The draft agenda is as follows:

16:00 PyFR: Next-Generation High-Order Computational Fluid Dynamics on Modern Hardware Platforms, Peter Vincent, Department of Aeronautics

16:30 3-minute lightning talks* (if you'd like to volunteer to give a lightning talk, please e-mail jeremy.cohen@imperial.ac.uk with a title and short overview of your topic)

17:00 RSE discussion

17:30 Networking; Drinks and snacks available

Main talk:

PyFR: Next-Generation High-Order Computational Fluid Dynamics on Modern Hardware Platforms

High-order numerical methods for unstructured grids combine the superior accuracy of high-order spectral or finite difference methods with the geometrical flexibility of low-order finite volume or finite element schemes. The Flux Reconstruction (FR) approach unifies various high-order schemes for unstructured grids within a single framework. Additionally, the FR approach exhibits a significant degree of element locality, and is thus able to run efficiently on modern many-core hardware platforms, such as Graphical Processing Units (GPUs). The aforementioned properties of FR mean it offers a promising route to performing affordable, and hence industrially relevant, scale-resolving simulations of hitherto intractable unsteady flows within the vicinity of real-world engineering geometries. In this talk I will present PyFR (www.pyfr.org), an open-source Python based framework for solving advection-diffusion type problems using the FR approach. The framework is designed to solve a range of governing systems on mixed unstructured grids containing various element types. It is also designed to target a range of hardware platforms via use of a custom Mako-derived domain specific language. The latest release of PyFR is able to solve the compressible Euler and Navier-Stokes equations on grids of quadrilateral and triangular elements in two dimensions, and hexahedral, tetrahedral, prismatic, and pyramidal elements in three dimensions, targeting clusters of multi-core CPUs, NVIDIA GPUs, AMD GPUs, Intel Xeon Phis, and heterogeneous mixtures thereof. Results will be presented for various benchmark and `real-world' flow problems, and scalability of PyFR will be demonstrated on clusters with 1000s of NVIDIA GPUs. Throughout the talk the importance of algorithm-software-hardware co-design, in the context of next-generation computational fluid dynamics, will be highlighted.
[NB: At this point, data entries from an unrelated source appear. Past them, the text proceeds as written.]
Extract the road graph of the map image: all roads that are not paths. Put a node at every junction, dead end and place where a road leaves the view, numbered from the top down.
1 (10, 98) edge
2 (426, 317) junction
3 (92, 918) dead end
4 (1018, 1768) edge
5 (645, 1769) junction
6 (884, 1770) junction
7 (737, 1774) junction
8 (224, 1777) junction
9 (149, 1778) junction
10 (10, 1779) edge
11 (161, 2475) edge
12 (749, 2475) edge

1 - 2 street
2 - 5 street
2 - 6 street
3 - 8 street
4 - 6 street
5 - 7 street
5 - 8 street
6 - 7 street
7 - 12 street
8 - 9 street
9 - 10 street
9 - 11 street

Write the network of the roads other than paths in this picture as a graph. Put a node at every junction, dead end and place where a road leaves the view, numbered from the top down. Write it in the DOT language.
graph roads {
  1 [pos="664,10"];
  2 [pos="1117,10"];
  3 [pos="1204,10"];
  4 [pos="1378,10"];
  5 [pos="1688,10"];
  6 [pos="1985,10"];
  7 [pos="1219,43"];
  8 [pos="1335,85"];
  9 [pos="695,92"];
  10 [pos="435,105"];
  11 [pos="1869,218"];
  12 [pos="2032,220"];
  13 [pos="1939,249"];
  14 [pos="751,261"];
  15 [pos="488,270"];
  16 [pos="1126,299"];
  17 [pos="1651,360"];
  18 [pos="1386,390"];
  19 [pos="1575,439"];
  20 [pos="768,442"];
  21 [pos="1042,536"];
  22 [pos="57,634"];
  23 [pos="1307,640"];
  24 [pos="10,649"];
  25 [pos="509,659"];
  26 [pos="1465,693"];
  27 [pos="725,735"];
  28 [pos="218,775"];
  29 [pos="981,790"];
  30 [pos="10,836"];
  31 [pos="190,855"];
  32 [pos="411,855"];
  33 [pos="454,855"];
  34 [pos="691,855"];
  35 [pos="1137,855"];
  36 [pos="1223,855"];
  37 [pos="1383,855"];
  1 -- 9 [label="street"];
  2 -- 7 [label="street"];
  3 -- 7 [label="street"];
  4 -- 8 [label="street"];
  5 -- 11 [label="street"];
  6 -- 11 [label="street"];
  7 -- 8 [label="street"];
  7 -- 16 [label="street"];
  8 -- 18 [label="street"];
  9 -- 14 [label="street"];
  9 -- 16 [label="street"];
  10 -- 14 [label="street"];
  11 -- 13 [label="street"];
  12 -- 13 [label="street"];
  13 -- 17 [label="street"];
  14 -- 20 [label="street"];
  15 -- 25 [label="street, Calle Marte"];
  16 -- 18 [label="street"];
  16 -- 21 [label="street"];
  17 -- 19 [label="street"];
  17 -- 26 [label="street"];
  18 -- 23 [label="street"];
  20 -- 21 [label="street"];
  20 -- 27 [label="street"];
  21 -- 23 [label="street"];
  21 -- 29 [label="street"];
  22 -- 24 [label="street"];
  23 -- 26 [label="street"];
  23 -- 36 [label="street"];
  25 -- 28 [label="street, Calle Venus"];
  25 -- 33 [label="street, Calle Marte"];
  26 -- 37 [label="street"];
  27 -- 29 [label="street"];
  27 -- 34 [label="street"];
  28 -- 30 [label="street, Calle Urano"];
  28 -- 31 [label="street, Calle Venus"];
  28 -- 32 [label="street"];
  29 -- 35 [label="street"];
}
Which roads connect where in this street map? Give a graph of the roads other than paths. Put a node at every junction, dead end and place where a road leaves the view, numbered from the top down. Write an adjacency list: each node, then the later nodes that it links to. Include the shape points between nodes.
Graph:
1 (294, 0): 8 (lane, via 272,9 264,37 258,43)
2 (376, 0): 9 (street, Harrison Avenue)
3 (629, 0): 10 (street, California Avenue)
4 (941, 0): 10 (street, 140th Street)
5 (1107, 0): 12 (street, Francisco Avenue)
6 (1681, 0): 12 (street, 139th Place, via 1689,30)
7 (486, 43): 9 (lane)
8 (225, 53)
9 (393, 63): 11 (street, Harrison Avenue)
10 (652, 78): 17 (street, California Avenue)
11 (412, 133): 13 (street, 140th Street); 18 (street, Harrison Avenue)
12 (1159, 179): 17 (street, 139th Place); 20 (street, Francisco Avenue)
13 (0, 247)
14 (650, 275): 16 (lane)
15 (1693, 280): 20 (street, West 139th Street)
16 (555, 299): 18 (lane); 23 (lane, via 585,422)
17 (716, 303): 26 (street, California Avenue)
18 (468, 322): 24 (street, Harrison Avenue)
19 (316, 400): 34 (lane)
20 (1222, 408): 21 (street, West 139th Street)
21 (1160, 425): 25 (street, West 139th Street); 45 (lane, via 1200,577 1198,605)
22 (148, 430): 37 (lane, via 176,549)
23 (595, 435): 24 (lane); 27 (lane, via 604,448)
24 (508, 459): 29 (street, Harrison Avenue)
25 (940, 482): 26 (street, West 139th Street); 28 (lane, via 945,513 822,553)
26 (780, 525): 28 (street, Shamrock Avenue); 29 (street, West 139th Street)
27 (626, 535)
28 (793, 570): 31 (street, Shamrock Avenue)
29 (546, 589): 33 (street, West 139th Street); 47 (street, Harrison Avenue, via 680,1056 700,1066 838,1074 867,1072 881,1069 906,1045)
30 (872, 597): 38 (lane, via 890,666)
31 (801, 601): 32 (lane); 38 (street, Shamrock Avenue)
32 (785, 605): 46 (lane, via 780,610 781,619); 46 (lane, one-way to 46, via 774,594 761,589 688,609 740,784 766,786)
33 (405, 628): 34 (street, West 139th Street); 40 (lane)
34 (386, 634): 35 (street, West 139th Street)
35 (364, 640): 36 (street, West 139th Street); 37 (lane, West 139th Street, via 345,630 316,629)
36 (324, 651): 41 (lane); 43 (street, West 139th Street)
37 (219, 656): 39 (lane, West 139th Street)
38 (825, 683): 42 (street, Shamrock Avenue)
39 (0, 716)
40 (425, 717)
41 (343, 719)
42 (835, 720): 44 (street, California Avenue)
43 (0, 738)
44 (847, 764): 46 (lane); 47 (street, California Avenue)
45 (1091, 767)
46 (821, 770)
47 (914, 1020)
Project page: http://www.pyfr.org

* Lightning talks: The lightning talks are intended to provide an opportunity for you to give a brief, informal overview of a topic that you think may be of interest to other community members. You may want to introduce an application or tool you've been working on or a library that you think may be of interest to other developers. Perhaps you've recently read a great blog post that you'd like to highlight, or you have an RSE-related idea you'd like to present and get some feedback on in the susequent discussion session.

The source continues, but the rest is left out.